TASK ITEM:
Every entry should be repeated exactly as written.

Records excerpted from a collection:
· · ·
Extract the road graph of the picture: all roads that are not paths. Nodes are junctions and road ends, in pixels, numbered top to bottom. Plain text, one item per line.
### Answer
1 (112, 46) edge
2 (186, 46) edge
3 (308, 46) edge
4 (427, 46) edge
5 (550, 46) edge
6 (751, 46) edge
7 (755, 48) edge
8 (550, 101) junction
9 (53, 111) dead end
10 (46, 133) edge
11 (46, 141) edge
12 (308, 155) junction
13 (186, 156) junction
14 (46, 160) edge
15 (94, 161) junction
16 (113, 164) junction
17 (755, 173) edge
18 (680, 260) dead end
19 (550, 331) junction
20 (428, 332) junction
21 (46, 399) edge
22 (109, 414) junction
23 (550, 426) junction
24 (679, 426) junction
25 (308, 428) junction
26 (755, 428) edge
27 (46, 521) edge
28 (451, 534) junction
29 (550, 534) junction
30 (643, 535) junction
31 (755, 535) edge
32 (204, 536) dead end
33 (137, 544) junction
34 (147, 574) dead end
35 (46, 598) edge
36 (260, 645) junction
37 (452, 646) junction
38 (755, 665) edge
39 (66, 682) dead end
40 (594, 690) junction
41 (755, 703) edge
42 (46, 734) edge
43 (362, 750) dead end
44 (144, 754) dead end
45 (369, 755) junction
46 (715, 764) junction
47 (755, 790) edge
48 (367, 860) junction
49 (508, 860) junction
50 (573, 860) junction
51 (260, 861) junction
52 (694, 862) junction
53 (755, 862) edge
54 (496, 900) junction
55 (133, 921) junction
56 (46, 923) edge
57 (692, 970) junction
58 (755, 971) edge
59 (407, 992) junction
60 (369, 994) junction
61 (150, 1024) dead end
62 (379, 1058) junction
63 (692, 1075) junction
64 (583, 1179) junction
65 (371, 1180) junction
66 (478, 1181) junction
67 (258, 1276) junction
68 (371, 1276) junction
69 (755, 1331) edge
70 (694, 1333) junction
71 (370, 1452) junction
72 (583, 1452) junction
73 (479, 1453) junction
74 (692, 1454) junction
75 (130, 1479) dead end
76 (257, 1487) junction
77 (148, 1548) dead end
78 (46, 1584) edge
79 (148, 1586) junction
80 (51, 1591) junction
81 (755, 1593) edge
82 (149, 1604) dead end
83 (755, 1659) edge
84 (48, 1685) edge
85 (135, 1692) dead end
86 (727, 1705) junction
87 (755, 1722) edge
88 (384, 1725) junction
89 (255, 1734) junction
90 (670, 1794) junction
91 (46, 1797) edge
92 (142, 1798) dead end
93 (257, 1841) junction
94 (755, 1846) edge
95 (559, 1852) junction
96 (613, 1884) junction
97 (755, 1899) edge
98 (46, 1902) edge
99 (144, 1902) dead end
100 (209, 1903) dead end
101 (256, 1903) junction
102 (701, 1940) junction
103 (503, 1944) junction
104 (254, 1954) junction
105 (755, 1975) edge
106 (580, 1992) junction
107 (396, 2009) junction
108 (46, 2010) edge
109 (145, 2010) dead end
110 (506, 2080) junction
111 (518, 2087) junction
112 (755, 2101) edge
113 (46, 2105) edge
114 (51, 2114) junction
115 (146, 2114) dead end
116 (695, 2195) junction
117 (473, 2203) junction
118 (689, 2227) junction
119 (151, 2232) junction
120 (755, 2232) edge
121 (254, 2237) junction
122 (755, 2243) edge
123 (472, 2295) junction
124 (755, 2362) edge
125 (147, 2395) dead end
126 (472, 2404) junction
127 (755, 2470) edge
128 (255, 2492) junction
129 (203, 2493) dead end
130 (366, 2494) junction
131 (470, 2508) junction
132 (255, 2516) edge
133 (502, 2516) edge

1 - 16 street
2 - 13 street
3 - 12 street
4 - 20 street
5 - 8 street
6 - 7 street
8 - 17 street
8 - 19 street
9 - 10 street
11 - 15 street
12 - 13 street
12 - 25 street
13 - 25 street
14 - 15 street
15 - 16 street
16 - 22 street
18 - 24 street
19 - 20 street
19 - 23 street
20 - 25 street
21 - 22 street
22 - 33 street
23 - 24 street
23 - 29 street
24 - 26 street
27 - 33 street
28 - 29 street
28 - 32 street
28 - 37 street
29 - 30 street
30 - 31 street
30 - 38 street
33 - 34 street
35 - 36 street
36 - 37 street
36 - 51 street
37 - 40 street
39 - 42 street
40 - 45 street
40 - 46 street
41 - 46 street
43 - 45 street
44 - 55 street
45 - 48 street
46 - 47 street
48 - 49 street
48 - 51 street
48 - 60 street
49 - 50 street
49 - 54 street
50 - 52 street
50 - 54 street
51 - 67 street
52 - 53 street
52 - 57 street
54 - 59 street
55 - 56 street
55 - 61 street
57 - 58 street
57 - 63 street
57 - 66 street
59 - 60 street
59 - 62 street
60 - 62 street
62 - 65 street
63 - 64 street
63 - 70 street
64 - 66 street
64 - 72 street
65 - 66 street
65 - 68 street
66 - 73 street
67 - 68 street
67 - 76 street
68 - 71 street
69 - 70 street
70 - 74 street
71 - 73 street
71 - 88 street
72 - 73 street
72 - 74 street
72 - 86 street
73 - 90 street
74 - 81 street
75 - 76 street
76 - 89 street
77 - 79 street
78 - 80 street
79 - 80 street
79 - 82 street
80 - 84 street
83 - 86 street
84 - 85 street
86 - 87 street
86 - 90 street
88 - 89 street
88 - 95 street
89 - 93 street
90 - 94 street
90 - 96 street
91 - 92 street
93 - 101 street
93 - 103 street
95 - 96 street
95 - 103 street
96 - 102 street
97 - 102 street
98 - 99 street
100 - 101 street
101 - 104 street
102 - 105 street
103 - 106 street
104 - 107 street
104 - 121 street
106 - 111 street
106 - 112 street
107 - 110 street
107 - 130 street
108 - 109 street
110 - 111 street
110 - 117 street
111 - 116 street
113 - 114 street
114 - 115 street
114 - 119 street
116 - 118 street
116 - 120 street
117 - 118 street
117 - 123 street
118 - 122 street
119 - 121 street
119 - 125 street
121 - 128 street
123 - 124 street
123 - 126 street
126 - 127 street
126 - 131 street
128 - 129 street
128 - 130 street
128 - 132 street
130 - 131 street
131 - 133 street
· · ·
THE ANSWER:
Extract the road graph of the picture: all roads that are not paths. Nodes are junctions and road ends, in pixels, numbered top to bottom. Plain text, one item per line.
### Answer
1 (112, 46) edge
2 (186, 46) edge
3 (308, 46) edge
4 (427, 46) edge
5 (550, 46) edge
6 (751, 46) edge
7 (755, 48) edge
8 (550, 101) junction
9 (53, 111) dead end
10 (46, 133) edge
11 (46, 141) edge
12 (308, 155) junction
13 (186, 156) junction
14 (46, 160) edge
15 (94, 161) junction
16 (113, 164) junction
17 (755, 173) edge
18 (680, 260) dead end
19 (550, 331) junction
20 (428, 332) junction
21 (46, 399) edge
22 (109, 414) junction
23 (550, 426) junction
24 (679, 426) junction
25 (308, 428) junction
26 (755, 428) edge
27 (46, 521) edge
28 (451, 534) junction
29 (550, 534) junction
30 (643, 535) junction
31 (755, 535) edge
32 (204, 536) dead end
33 (137, 544) junction
34 (147, 574) dead end
35 (46, 598) edge
36 (260, 645) junction
37 (452, 646) junction
38 (755, 665) edge
39 (66, 682) dead end
40 (594, 690) junction
41 (755, 703) edge
42 (46, 734) edge
43 (362, 750) dead end
44 (144, 754) dead end
45 (369, 755) junction
46 (715, 764) junction
47 (755, 790) edge
48 (367, 860) junction
49 (508, 860) junction
50 (573, 860) junction
51 (260, 861) junction
52 (694, 862) junction
53 (755, 862) edge
54 (496, 900) junction
55 (133, 921) junction
56 (46, 923) edge
57 (692, 970) junction
58 (755, 971) edge
59 (407, 992) junction
60 (369, 994) junction
61 (150, 1024) dead end
62 (379, 1058) junction
63 (692, 1075) junction
64 (583, 1179) junction
65 (371, 1180) junction
66 (478, 1181) junction
67 (258, 1276) junction
68 (371, 1276) junction
69 (755, 1331) edge
70 (694, 1333) junction
71 (370, 1452) junction
72 (583, 1452) junction
73 (479, 1453) junction
74 (692, 1454) junction
75 (130, 1479) dead end
76 (257, 1487) junction
77 (148, 1548) dead end
78 (46, 1584) edge
79 (148, 1586) junction
80 (51, 1591) junction
81 (755, 1593) edge
82 (149, 1604) dead end
83 (755, 1659) edge
84 (48, 1685) edge
85 (135, 1692) dead end
86 (727, 1705) junction
87 (755, 1722) edge
88 (384, 1725) junction
89 (255, 1734) junction
90 (670, 1794) junction
91 (46, 1797) edge
92 (142, 1798) dead end
93 (257, 1841) junction
94 (755, 1846) edge
95 (559, 1852) junction
96 (613, 1884) junction
97 (755, 1899) edge
98 (46, 1902) edge
99 (144, 1902) dead end
100 (209, 1903) dead end
101 (256, 1903) junction
102 (701, 1940) junction
103 (503, 1944) junction
104 (254, 1954) junction
105 (755, 1975) edge
106 (580, 1992) junction
107 (396, 2009) junction
108 (46, 2010) edge
109 (145, 2010) dead end
110 (506, 2080) junction
111 (518, 2087) junction
112 (755, 2101) edge
113 (46, 2105) edge
114 (51, 2114) junction
115 (146, 2114) dead end
116 (695, 2195) junction
117 (473, 2203) junction
118 (689, 2227) junction
119 (151, 2232) junction
120 (755, 2232) edge
121 (254, 2237) junction
122 (755, 2243) edge
123 (472, 2295) junction
124 (755, 2362) edge
125 (147, 2395) dead end
126 (472, 2404) junction
127 (755, 2470) edge
128 (255, 2492) junction
129 (203, 2493) dead end
130 (366, 2494) junction
131 (470, 2508) junction
132 (255, 2516) edge
133 (502, 2516) edge

1 - 16 street
2 - 13 street
3 - 12 street
4 - 20 street
5 - 8 street
6 - 7 street
8 - 17 street
8 - 19 street
9 - 10 street
11 - 15 street
12 - 13 street
12 - 25 street
13 - 25 street
14 - 15 street
15 - 16 street
16 - 22 street
18 - 24 street
19 - 20 street
19 - 23 street
20 - 25 street
21 - 22 street
22 - 33 street
23 - 24 street
23 - 29 street
24 - 26 street
27 - 33 street
28 - 29 street
28 - 32 street
28 - 37 street
29 - 30 street
30 - 31 street
30 - 38 street
33 - 34 street
35 - 36 street
36 - 37 street
36 - 51 street
37 - 40 street
39 - 42 street
40 - 45 street
40 - 46 street
41 - 46 street
43 - 45 street
44 - 55 street
45 - 48 street
46 - 47 street
48 - 49 street
48 - 51 street
48 - 60 street
49 - 50 street
49 - 54 street
50 - 52 street
50 - 54 street
51 - 67 street
52 - 53 street
52 - 57 street
54 - 59 street
55 - 56 street
55 - 61 street
57 - 58 street
57 - 63 street
57 - 66 street
59 - 60 street
59 - 62 street
60 - 62 street
62 - 65 street
63 - 64 street
63 - 70 street
64 - 66 street
64 - 72 street
65 - 66 street
65 - 68 street
66 - 73 street
67 - 68 street
67 - 76 street
68 - 71 street
69 - 70 street
70 - 74 street
71 - 73 street
71 - 88 street
72 - 73 street
72 - 74 street
72 - 86 street
73 - 90 street
74 - 81 street
75 - 76 street
76 - 89 street
77 - 79 street
78 - 80 street
79 - 80 street
79 - 82 street
80 - 84 street
83 - 86 street
84 - 85 street
86 - 87 street
86 - 90 street
88 - 89 street
88 - 95 street
89 - 93 street
90 - 94 street
90 - 96 street
91 - 92 street
93 - 101 street
93 - 103 street
95 - 96 street
95 - 103 street
96 - 102 street
97 - 102 street
98 - 99 street
100 - 101 street
101 - 104 street
102 - 105 street
103 - 106 street
104 - 107 street
104 - 121 street
106 - 111 street
106 - 112 street
107 - 110 street
107 - 130 street
108 - 109 street
110 - 111 street
110 - 117 street
111 - 116 street
113 - 114 street
114 - 115 street
114 - 119 street
116 - 118 street
116 - 120 street
117 - 118 street
117 - 123 street
118 - 122 street
119 - 121 street
119 - 125 street
121 - 128 street
123 - 124 street
123 - 126 street
126 - 127 street
126 - 131 street
128 - 129 street
128 - 130 street
128 - 132 street
130 - 131 street
131 - 133 street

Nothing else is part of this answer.